But I did get some requests to discuss the event on Monday in San Jose for the California Association of REALTORS. I love this event, because it brings together leadership of organized real estate to look at serious strategic issues in the industry. CAR likes to push the thinking beyond business as usual, and I’m honored to participate.

Steve Murray of REALTrends was spectacular. If you’ve never heard him speak, make arrangements to do so. If you haven’t read his new book Gamechangers, make arrangements to do so. He’s far more radical than you might think for a stalwart of the industry, and he sees almost all of the big issues confronting us. I’m not going to go into much detail of his presentation, since you can get most of it from the book, and I don’t want to misrepresent inadvertently. Instead, let’s talk briefly about my presentation.

I actually went into the event with a different presentation in mind, but based on what I had heard that morning, made the command decision to talk about the five things that we in the industry talk about privately, acknowledge as problems, but don’t really discuss in polite company. So here’s the gist of the Five Unspeakables.

The Five Unspeakables

Basically, the Five Unspeakables in the industry are:

  1. Too much incompetence
  2. Agent Teams are the future of the industry
  3. Technology only makes things more efficient
  4. The MLS is Broken
  5. It ain’t data, it’s advertising

There are others, but on those, I haven’t made up my mind on them, so I left them off. Some of these actually do get talked about in public, but never to the full conclusion. And those of you who are faithful readers of this here blog kinda already know my thinking on some of these.

What surprised me was how little controversy these generated with those in attendance. I suppose part of the reason is that Steve Murray went before I did and laid down much of the same concepts.

For example, what I call “incompetence”, Steve nicely describes as the difference between Counselors (the elite 20% or so of agents who really know what they’re doing and add value) and Facilitators (the others who can facilitate a transaction, but not much else beyond that). Since he already laid out the consequences of the divide between Counselors and Facilitators — such as the private listing networks, and possible impact on cooperation and compensation — it wasn’t that big a shock I guess when I laid out my thoughts.

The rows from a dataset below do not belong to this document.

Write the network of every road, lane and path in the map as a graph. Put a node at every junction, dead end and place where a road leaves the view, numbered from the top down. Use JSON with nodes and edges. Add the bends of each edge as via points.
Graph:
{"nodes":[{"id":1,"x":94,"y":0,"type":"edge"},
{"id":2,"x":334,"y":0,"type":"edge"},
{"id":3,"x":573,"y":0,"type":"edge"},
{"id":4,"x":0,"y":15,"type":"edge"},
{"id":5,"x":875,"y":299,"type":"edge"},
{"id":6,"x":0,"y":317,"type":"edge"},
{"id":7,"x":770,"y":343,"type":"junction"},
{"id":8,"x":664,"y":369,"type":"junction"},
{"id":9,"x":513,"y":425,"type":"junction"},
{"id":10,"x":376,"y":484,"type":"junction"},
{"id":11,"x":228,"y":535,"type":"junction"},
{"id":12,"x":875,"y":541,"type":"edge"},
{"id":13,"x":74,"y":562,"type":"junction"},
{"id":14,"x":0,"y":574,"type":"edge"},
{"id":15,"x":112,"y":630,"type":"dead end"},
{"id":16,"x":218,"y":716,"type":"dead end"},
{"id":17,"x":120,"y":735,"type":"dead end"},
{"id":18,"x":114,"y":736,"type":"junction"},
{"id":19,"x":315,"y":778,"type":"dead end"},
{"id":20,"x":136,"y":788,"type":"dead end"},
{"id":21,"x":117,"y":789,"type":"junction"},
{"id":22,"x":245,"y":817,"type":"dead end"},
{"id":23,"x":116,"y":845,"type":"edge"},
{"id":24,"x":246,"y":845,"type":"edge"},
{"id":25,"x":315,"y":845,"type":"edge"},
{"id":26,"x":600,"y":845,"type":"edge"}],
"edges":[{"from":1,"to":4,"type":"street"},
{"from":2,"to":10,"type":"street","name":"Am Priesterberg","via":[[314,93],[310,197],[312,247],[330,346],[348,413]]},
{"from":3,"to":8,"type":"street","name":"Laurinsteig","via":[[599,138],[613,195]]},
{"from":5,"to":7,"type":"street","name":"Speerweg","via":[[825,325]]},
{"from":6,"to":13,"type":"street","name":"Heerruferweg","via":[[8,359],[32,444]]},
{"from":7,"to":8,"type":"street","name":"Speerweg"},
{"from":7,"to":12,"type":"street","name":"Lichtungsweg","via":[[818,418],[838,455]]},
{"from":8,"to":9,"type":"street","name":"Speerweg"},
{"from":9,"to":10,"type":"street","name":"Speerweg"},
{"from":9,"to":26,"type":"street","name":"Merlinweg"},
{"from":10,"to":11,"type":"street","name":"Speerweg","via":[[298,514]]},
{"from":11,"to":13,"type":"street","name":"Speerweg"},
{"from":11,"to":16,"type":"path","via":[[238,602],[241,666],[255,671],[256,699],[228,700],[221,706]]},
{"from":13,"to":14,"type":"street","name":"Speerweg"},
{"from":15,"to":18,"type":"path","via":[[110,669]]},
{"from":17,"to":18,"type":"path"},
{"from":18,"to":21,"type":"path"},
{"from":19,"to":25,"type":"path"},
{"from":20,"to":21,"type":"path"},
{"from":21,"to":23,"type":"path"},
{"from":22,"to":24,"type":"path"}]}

Bottom line is that we all know there are far too many people in the industry who need to get out. Every single agent — and I mean literally every single one I’ve ever spoken to since 2004 when I got into real estate — has a horror story about the agent on the other side who was so bad, so incompetent, that she had to step in and do the other agent’s job in order to get the deal done. Every. Single. One.

Yet, not only are those people licensed, they are REALTORS, members of an trade association whose core Code of Ethics preaches zealotry in “maintain[ing] and improv[ing] the standards of their calling.” It’s a tragicomedy of sorts to read in the Preamble to the Code this passage:

The term REALTOR® has come to connote competency, fairness, and high integrity resulting from adherence to a lofty ideal of moral conduct in business relations. No inducement of profit and no instruction from clients ever can justify departure from this ideal.

virginia-slims
Did we want to get here?

You’ve come a long way, baby!

And as Steve and I both pointed out, the companies and organizations that make up “real estate” in any collective form have enormous incentives to keep the numbers as large as possible. Headcount is king in our industry.

Our government is complicit, since every person who becomes a real estate agent is another person who goes off the unemployment stats, despite the fact that they’re not getting paid a damn thing by anybody until they close a deal. Every agent knows that she wakes up each morning unemployed, and has to hustle to make a living… but our politicians like it this way, and term real estate a “transitional employment” situation.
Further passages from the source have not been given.